What this task involves: Return, unchanged and with no pictures, the lines below from the very first through the one that contains "thumb ip: (1062, 1037)".

Images with localized body landmarks
________________________________________

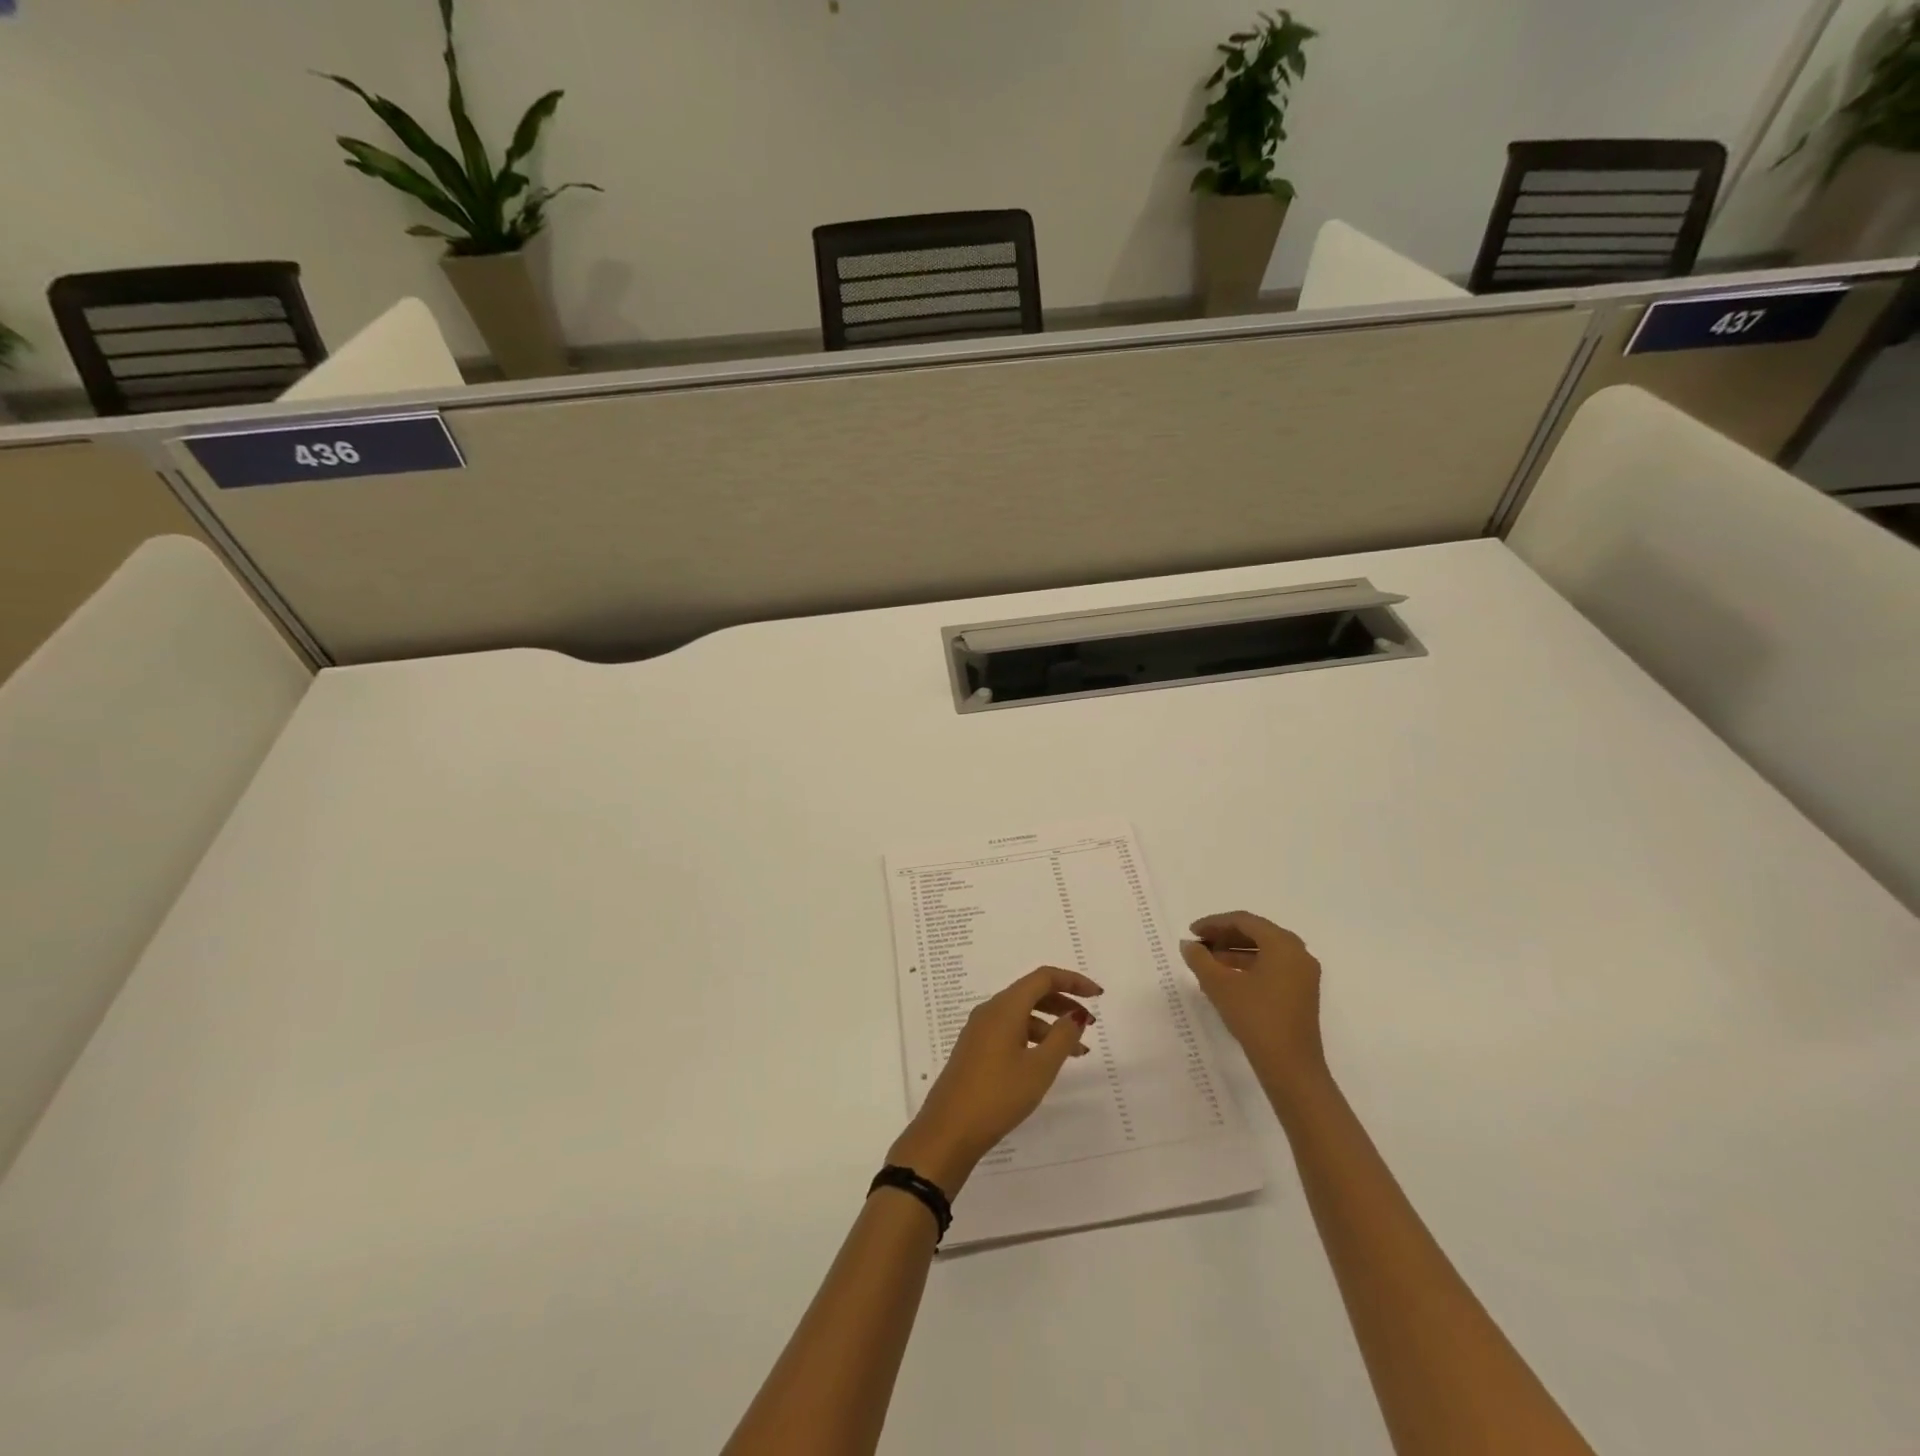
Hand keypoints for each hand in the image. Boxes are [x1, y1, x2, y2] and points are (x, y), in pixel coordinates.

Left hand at [889, 967, 1102, 1193]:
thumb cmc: (998, 1095)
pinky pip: (1010, 1030)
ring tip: (1077, 1051)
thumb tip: (1076, 1013)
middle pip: (1032, 993)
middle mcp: (990, 1010)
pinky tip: (1046, 1061)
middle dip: (1064, 1002)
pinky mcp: (975, 1049)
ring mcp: (980, 1030)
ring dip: (1051, 1026)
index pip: (1043, 977)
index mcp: (1005, 1007)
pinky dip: (1033, 1038)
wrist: (949, 1130)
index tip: (1097, 995)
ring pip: (1022, 1014)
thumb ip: (1062, 1037)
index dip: (1073, 981)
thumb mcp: (1039, 1068)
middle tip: (1091, 1022)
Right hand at [1180, 911, 1325, 1093]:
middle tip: (1199, 945)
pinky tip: (1228, 979)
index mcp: (1283, 944)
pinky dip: (1249, 967)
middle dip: (1225, 936)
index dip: (1214, 923)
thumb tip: (1188, 944)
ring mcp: (1303, 975)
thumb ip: (1200, 959)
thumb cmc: (1256, 1018)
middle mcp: (1298, 953)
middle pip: (1257, 933)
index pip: (1244, 921)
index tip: (1192, 932)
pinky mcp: (1302, 993)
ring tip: (1208, 962)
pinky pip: (1272, 967)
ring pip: (1264, 951)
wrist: (1291, 1068)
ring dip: (1235, 952)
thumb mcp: (1220, 986)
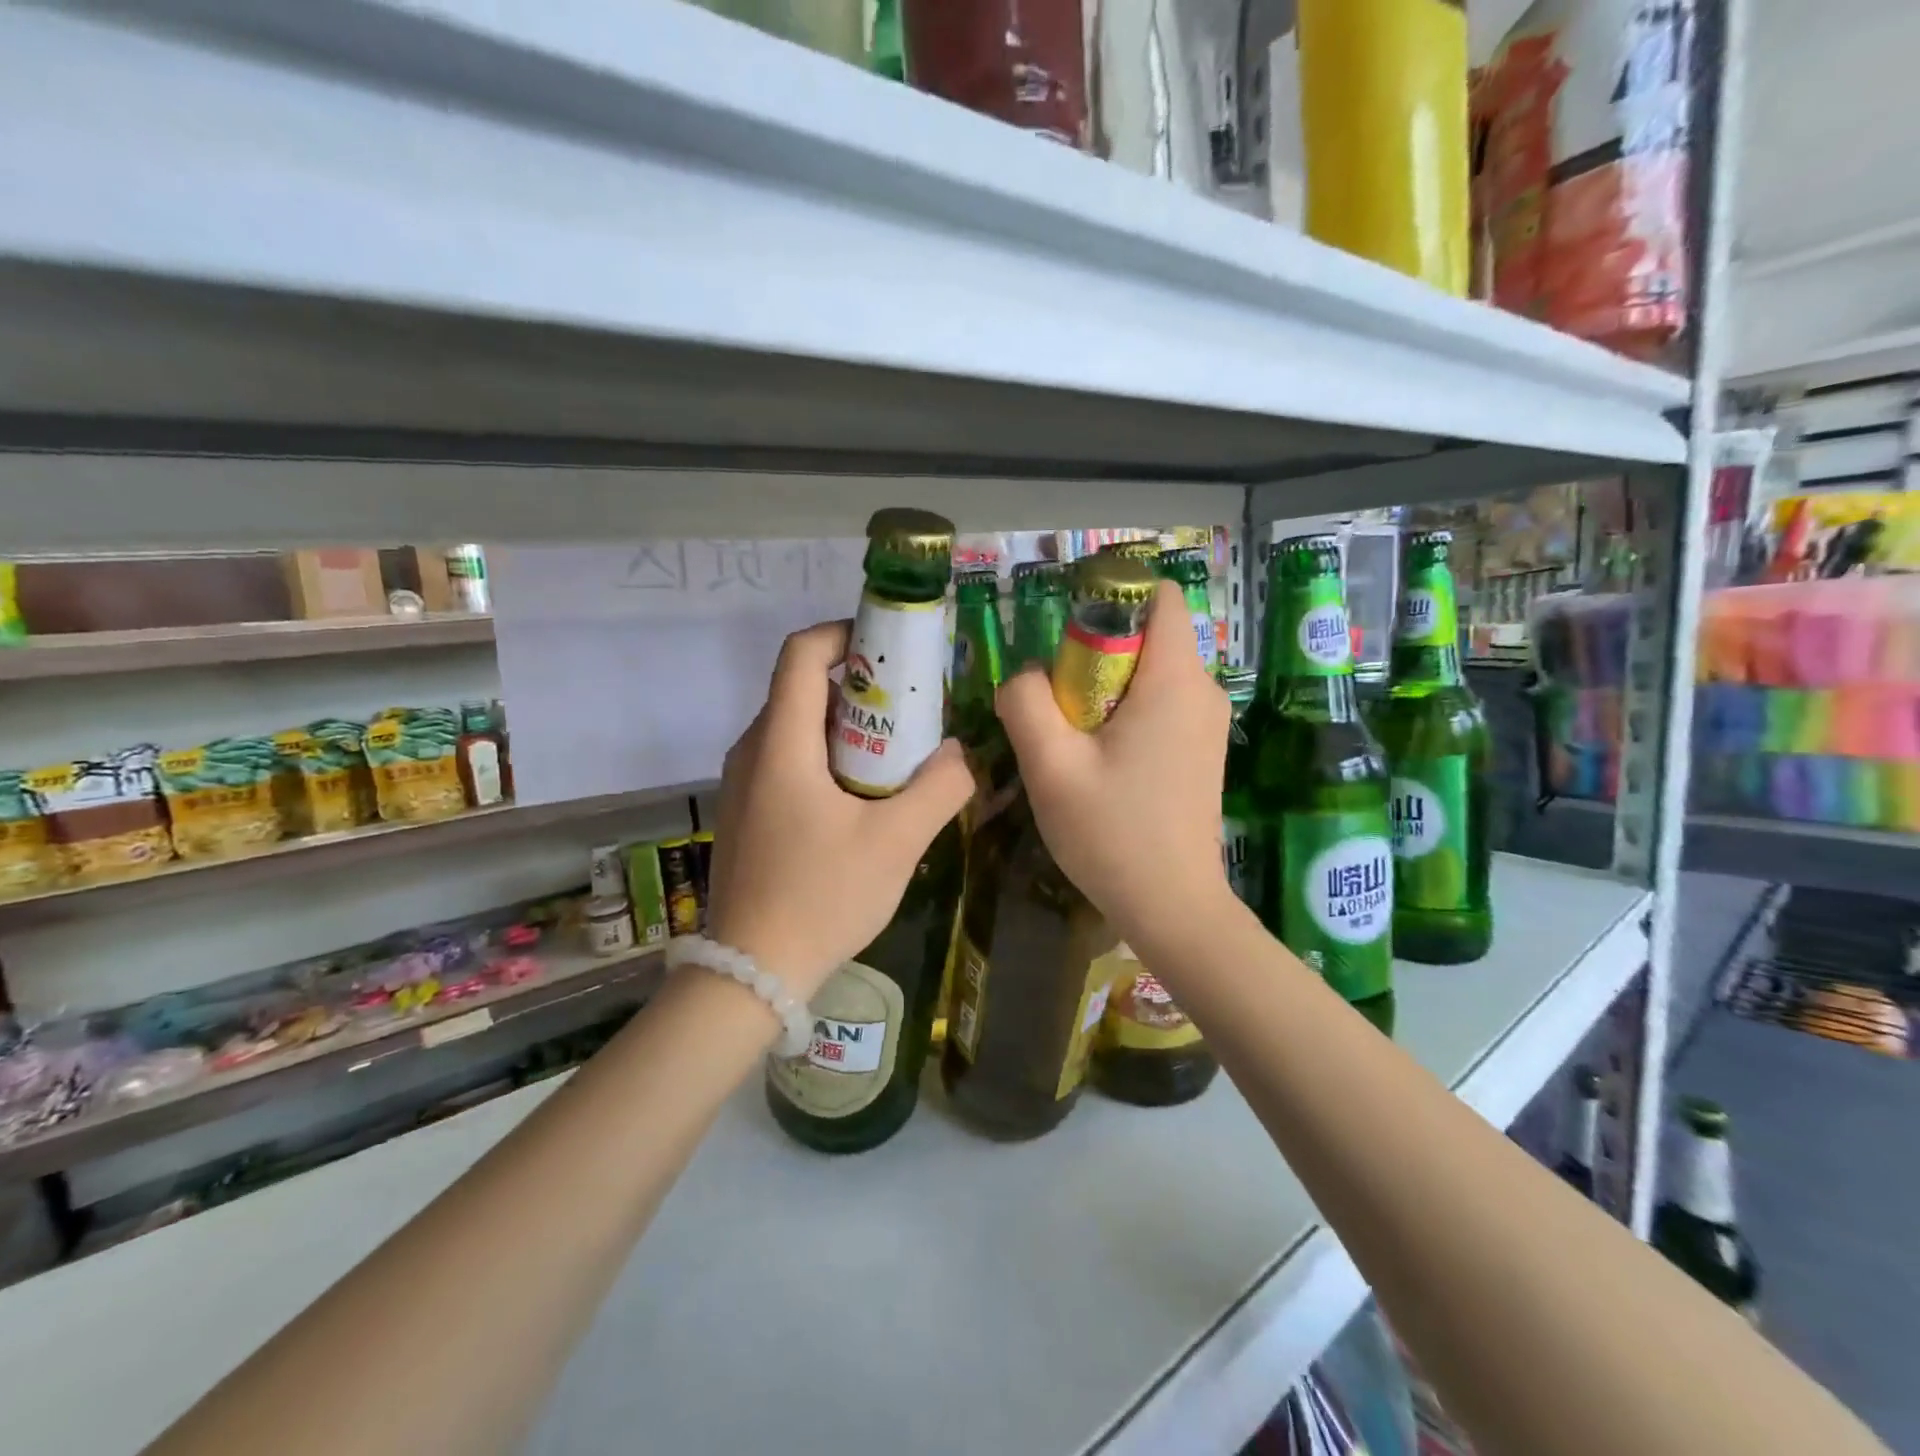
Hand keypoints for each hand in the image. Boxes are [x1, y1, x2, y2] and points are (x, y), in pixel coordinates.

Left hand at [705, 620, 972, 1000]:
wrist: (749, 974)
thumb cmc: (822, 897)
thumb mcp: (897, 842)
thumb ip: (940, 787)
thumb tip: (961, 753)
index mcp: (780, 743)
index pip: (801, 653)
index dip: (845, 634)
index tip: (891, 649)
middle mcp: (752, 750)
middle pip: (802, 688)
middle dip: (859, 685)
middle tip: (910, 708)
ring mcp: (742, 784)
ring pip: (796, 727)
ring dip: (846, 725)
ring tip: (896, 753)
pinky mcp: (746, 813)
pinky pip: (787, 760)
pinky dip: (826, 757)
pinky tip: (862, 797)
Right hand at [996, 581, 1232, 948]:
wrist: (1173, 909)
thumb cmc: (1113, 834)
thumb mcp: (1051, 766)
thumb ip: (1026, 702)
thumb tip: (1026, 676)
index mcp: (1175, 680)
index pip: (1160, 596)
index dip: (1111, 599)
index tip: (1067, 639)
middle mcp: (1203, 690)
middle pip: (1147, 635)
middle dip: (1095, 653)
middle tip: (1057, 703)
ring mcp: (1207, 722)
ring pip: (1149, 672)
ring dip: (1104, 688)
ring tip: (1070, 737)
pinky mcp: (1200, 750)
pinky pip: (1159, 704)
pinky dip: (1123, 713)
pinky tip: (1097, 760)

________________________________________

Exercise solution:
Hand keypoints for each hand in the image. Boxes are [x1, y1, x2, y2] and points are (x, y), in pixel coordinates.

Left hand at [889, 967, 1102, 1193]:
thumb cmc: (998, 1095)
pinky pip: (1010, 1030)
ring tip: (1077, 1051)
thumb tip: (1076, 1013)
middle pip: (1032, 993)
middle mcp: (990, 1010)
pinky tip: (1046, 1061)
middle dip: (1064, 1002)
pinky mcp: (975, 1049)
ring mcp: (980, 1030)
ring dip: (1051, 1026)
index pip: (1043, 977)
index mcp: (1005, 1007)
pinky dip: (1033, 1038)
wrist: (949, 1130)
index tip: (1097, 995)
ring pip: (1022, 1014)
thumb ip: (1062, 1037)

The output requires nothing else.